● **Aim of the exercise**
Print again, word for word, all of the records below, and leave the pictures out.

● **Exercise material**
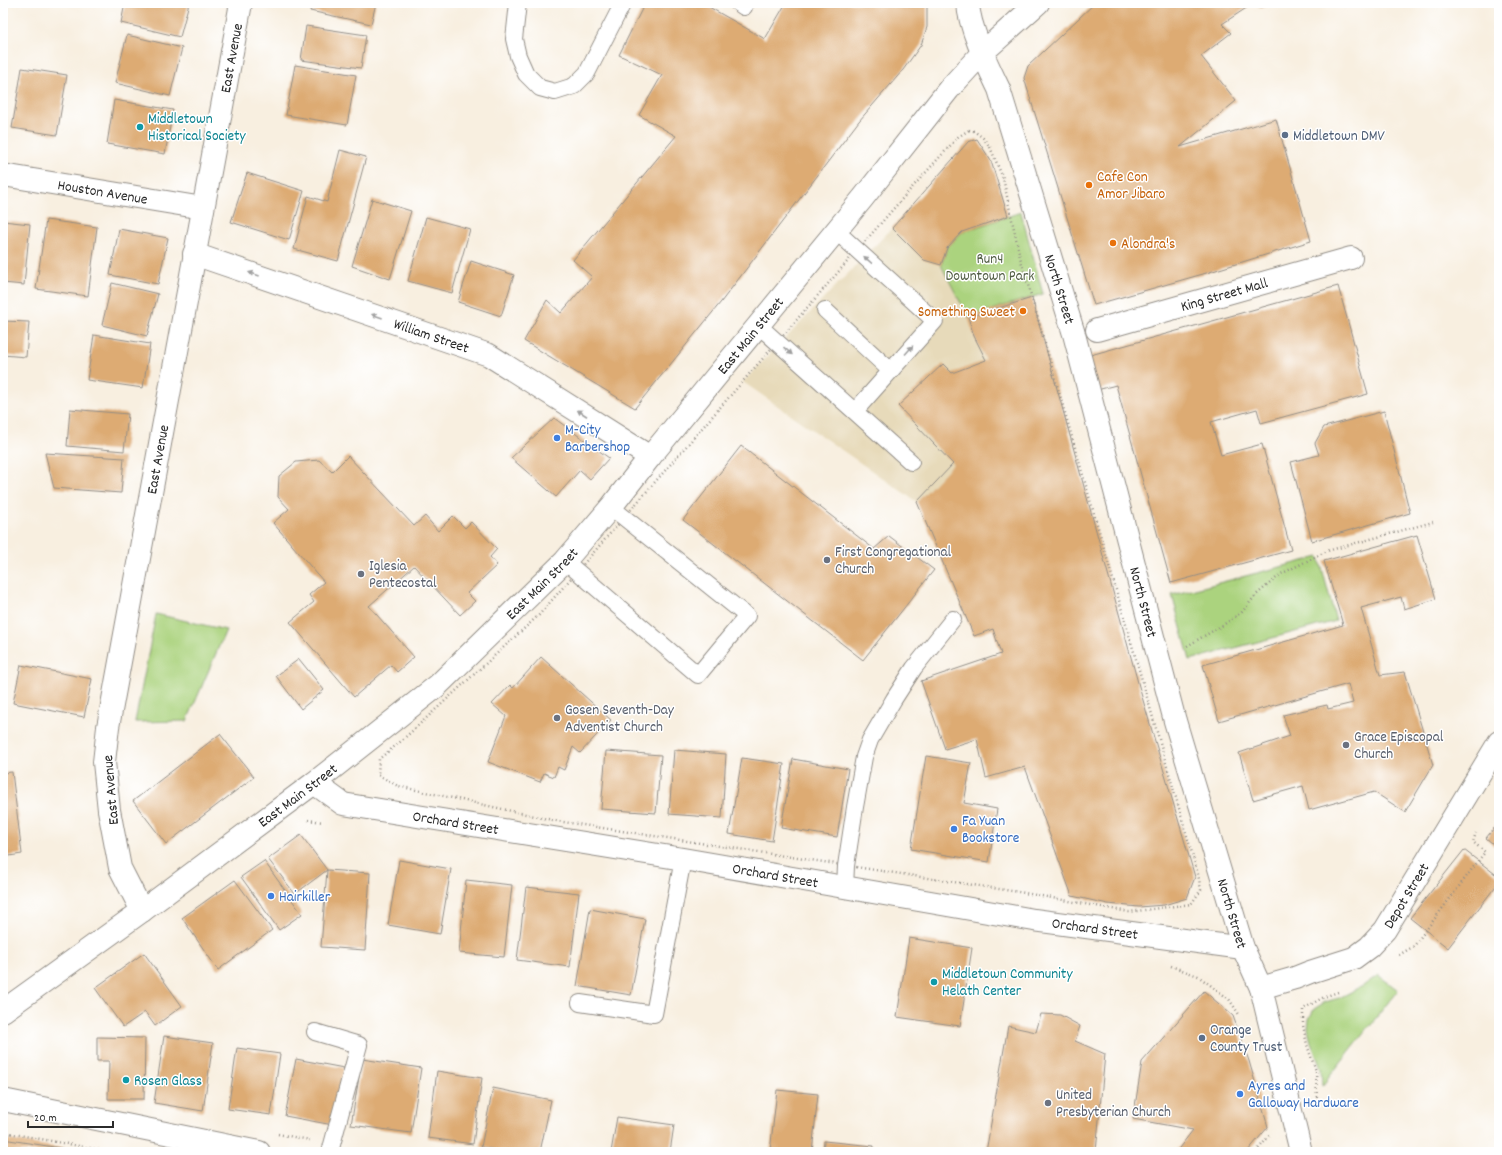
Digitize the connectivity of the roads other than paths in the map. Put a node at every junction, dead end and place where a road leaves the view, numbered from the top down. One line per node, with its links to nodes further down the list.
1 (241, 3): 8 (street, East Avenue)
2 (518, 3): 3 (lane)
3 (623, 3)
4 (968, 3): 6 (street, North Street)
5 (1038, 3): 6 (street, East Main Street)
6 (982, 53): 9 (street, East Main Street); 27 (street, North Street)
7 (3, 175): 8 (street, Houston Avenue)
8 (203, 208): 10 (street, East Avenue)
9 (836, 231): 13 (street, East Main Street); 15 (lane, one-way to 9)
10 (194, 254): 17 (street, William Street, one-way to 10); 26 (street, East Avenue)
11 (1351, 258): 14 (street, King Street Mall)
12 (825, 310): 15 (lane)
13 (758, 325): 16 (lane, one-way to 16); 17 (street, East Main Street)
14 (1097, 330)
15 (891, 371): 16 (lane)
16 (855, 411): 18 (lane)
17 (650, 456): 19 (street, East Main Street)
18 (911, 462)
19 (618, 513): 20 (street, East Main Street); 20 (lane)
20 (571, 567): 23 (street, East Main Street)
21 (953, 619): 25 (lane)
22 (1499, 742): 28 (street, Depot Street)
23 (314, 783): 24 (street, Orchard Street); 26 (street, East Main Street)
24 (683, 859): 25 (street, Orchard Street); 29 (lane)
25 (846, 876): 27 (street, Orchard Street)
26 (142, 911): 30 (street, East Main Street)
27 (1244, 948): 28 (street, North Street)
28 (1261, 988): 33 (street, North Street)
29 (580, 1002)
30 (3, 1011)
31 (315, 1032): 35 (lane)
32 (3, 1100): 34 (street)
33 (1297, 1149)
34 (258, 1152)
35 (330, 1152)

● **Task response**
Digitize the connectivity of the roads other than paths in the map. Put a node at every junction, dead end and place where a road leaves the view, numbered from the top down. One line per node, with its links to nodes further down the list.
1 (241, 3): 8 (street, East Avenue)
2 (518, 3): 3 (lane)
3 (623, 3)
4 (968, 3): 6 (street, North Street)
5 (1038, 3): 6 (street, East Main Street)
6 (982, 53): 9 (street, East Main Street); 27 (street, North Street)
7 (3, 175): 8 (street, Houston Avenue)
8 (203, 208): 10 (street, East Avenue)
9 (836, 231): 13 (street, East Main Street); 15 (lane, one-way to 9)
10 (194, 254): 17 (street, William Street, one-way to 10); 26 (street, East Avenue)
11 (1351, 258): 14 (street, King Street Mall)
12 (825, 310): 15 (lane)
13 (758, 325): 16 (lane, one-way to 16); 17 (street, East Main Street)
14 (1097, 330)
15 (891, 371): 16 (lane)
16 (855, 411): 18 (lane)
17 (650, 456): 19 (street, East Main Street)
18 (911, 462)
19 (618, 513): 20 (street, East Main Street); 20 (lane)
20 (571, 567): 23 (street, East Main Street)
21 (953, 619): 25 (lane)
22 (1499, 742): 28 (street, Depot Street)
23 (314, 783): 24 (street, Orchard Street); 26 (street, East Main Street)
24 (683, 859): 25 (street, Orchard Street); 29 (lane)
25 (846, 876): 27 (street, Orchard Street)
26 (142, 911): 30 (street, East Main Street)
27 (1244, 948): 28 (street, North Street)
28 (1261, 988): 33 (street, North Street)
29 (580, 1002)
30 (3, 1011)
31 (315, 1032): 35 (lane)
32 (3, 1100): 34 (street)
33 (1297, 1149)
34 (258, 1152)
35 (330, 1152)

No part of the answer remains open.